Wednesday, Sept. 1, 1999 | 9:45 a.m.
In the late 1970s Charlene Goldman heard that Aaron Spelling Productions was coming to Las Vegas to do a pilot for a potential weekly television show.
A graduate of the prestigious American Theatre Wing in New York and a former actress, Goldman longed to be part of such a ground-breaking project in Las Vegas.
So much so, she camped out at McCarran Airport for a chance to meet Spelling and land a job with his company. She so impressed Spelling that he made her local casting chief for the pilot, which was "Vega$" starring Robert Urich.
That private eye adventure series not only showcased the city in the 1970s and '80s but also launched Goldman on a career as head of Goldman & Associates, a casting company that worked on every major film shot in Las Vegas during that era.
Movies for which she cast Las Vegas extras included "Smokey and the Bandit II" with Burt Reynolds and "Oh God, You Devil" with George Burns.

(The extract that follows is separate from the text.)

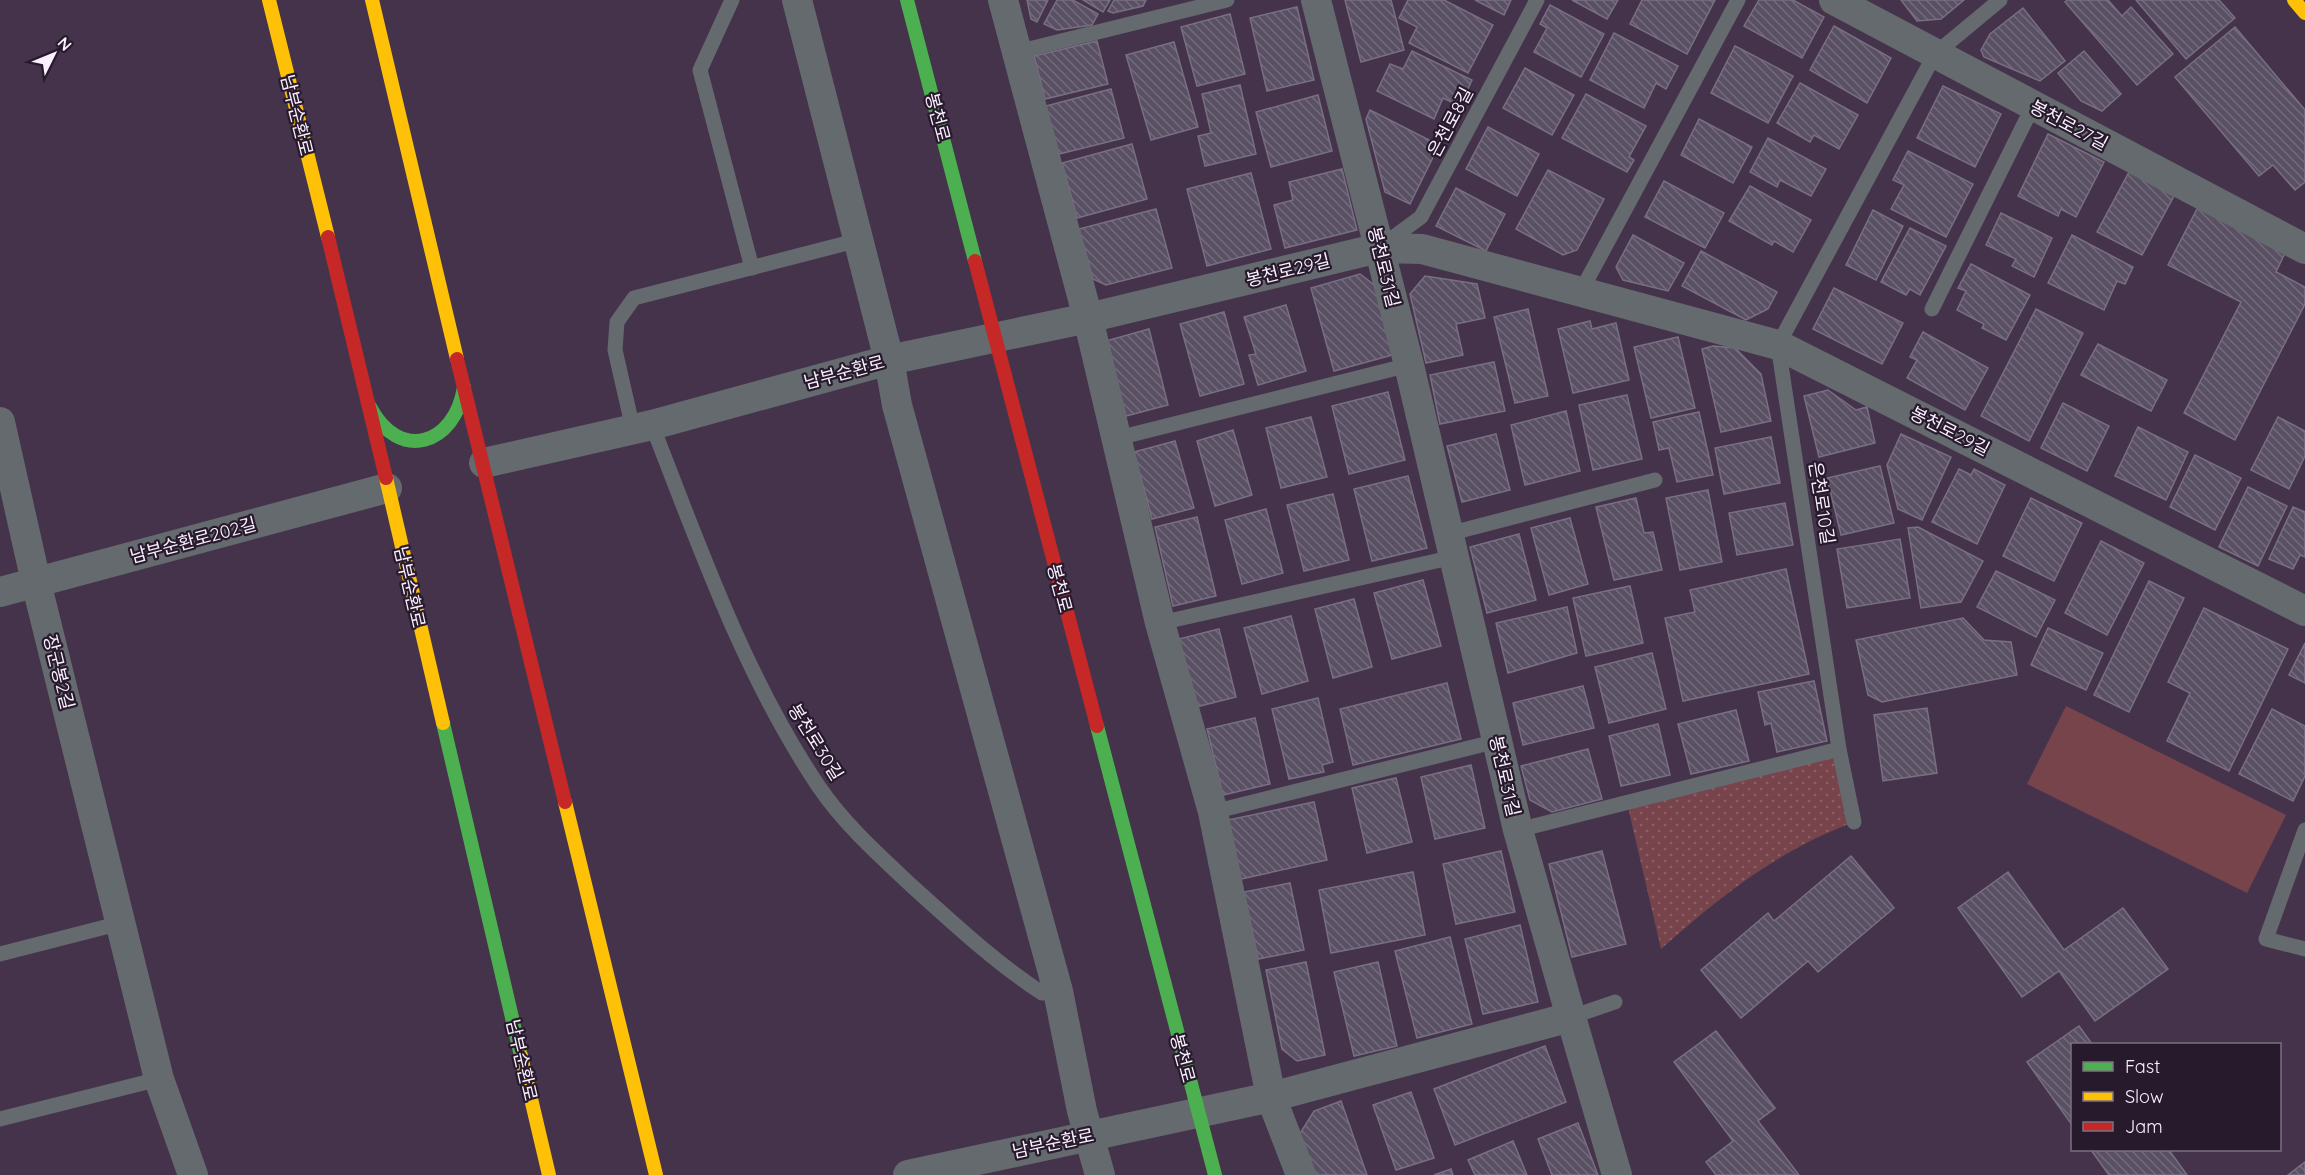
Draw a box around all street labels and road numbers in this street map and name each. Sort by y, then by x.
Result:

She even cast late Sun Publisher Hank Greenspun as himself in "Fever Pitch" with Ryan O'Neal.
Charlene Natalie Goldman, who as a member of the Nevada Arts Council was a strong voice for cultural growth in Las Vegas and the arts at UNLV, died Monday at Nathan Adelson Hospice following a five-year battle with breast cancer. She was 58.
Services for Goldman, a Las Vegas resident of 30 years and the widow of District Judge Paul Goldman, will be noon Thursday at Palm Mortuary Downtown.
"Mom told me to always have fun and not take life too seriously," said Jillian Goldman-Brown, the eldest of Charlene's three daughters. "She was a very fun person -- a character and a free spirit who was always willing to try anything new."
Julie Goldman, Charlene's youngest daughter, agreed, noting: "Mom always overcame any obstacle that was in her way. Even when she became ill, she never went into a state of deep depression. She just lived her life as it came."
Heather Goldman, who will deliver the eulogy, said she will tell mourners that "through my mother's extraordinary optimism and courage she was able to live a full and fun-filled life."
Lillian Nall, former operator of the Nevada Arts gallery at McCarran, who served on the Nevada Arts Council with Goldman, called her friend "very sensitive and very strong."
"Charlene was a warrior on the council -- a sensible, knowledgeable woman who ignited an interest in cultural efforts at UNLV," Nall said. "She stood strong for the university and made sure that UNLV got its fair share of state and federal funding."
Born Charlene Wolff on Nov. 20, 1940, in New York City, Goldman was the only child of opera singer Joseph Wolff and British-born jeweler Dorothy Vane. She was raised in Denver, where her father owned an antique store and her mother owned the "Charlene of London" downtown jewelry store.
As a youngster, Charlene studied ballet and dance. She attended St. Mary's Academy and graduated from Denver East High School, before returning to New York to attend the American Theatre Wing and study drama.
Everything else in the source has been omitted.